Date: Tue, 4 Jan 2011 11:44:01 +0100	[thread overview]
Message-ID: <E1Pa7b4-0006BJ-Rk@mlist.mta.ca> (raw)

Hello,

I am used to a slightly different terminology, which seems appropriate.

> A family of morphisms { x_i --> y }_{i \in I} in some category, all
> with the same codomain, is called a "sink" or a "cocone".
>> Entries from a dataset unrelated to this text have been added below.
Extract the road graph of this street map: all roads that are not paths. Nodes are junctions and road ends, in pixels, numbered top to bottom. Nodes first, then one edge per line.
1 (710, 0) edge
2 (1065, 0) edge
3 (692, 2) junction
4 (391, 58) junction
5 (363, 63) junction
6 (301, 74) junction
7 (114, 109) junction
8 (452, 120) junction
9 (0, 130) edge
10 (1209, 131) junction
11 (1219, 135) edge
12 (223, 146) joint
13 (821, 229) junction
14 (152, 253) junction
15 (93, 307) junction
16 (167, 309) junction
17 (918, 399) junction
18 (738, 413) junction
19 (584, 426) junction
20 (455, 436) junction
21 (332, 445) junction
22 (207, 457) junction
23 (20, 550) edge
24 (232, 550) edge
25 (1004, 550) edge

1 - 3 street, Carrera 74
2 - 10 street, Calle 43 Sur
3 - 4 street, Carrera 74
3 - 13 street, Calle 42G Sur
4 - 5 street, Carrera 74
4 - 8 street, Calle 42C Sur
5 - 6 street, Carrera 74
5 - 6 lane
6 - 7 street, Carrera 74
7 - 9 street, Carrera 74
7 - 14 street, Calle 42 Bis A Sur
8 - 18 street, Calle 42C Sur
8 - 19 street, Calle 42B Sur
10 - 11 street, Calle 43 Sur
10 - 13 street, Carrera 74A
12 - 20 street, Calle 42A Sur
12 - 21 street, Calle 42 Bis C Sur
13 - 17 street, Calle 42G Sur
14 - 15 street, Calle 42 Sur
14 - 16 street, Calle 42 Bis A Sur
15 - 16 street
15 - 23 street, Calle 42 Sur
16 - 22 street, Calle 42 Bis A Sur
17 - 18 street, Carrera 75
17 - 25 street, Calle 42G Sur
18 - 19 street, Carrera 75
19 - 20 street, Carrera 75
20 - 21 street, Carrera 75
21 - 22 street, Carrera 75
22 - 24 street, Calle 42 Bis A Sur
For a sink, as I know it, the codomain should also be specified, i.e. a sink
is given by an object y and a family of morphisms x_i --> y. If I is not
empty, this does not matter, but for empty I at least y should be given. A
cocone is given by an object y and a natural transformation from some
functor to the constant functor with value y; her y is also specified. So a
sink is essentially a discrete cocone.

   A family {
> x --> y_j }_{j \in J} all with the same domain is called a "source" or
> a "cone". 

These are the dual notions.

> Is there a name for a family of the form { x_i --> y_j }_{i
> \in I, j \in J} ?  A cylinder?  Or a frustrum (since I \neq J)?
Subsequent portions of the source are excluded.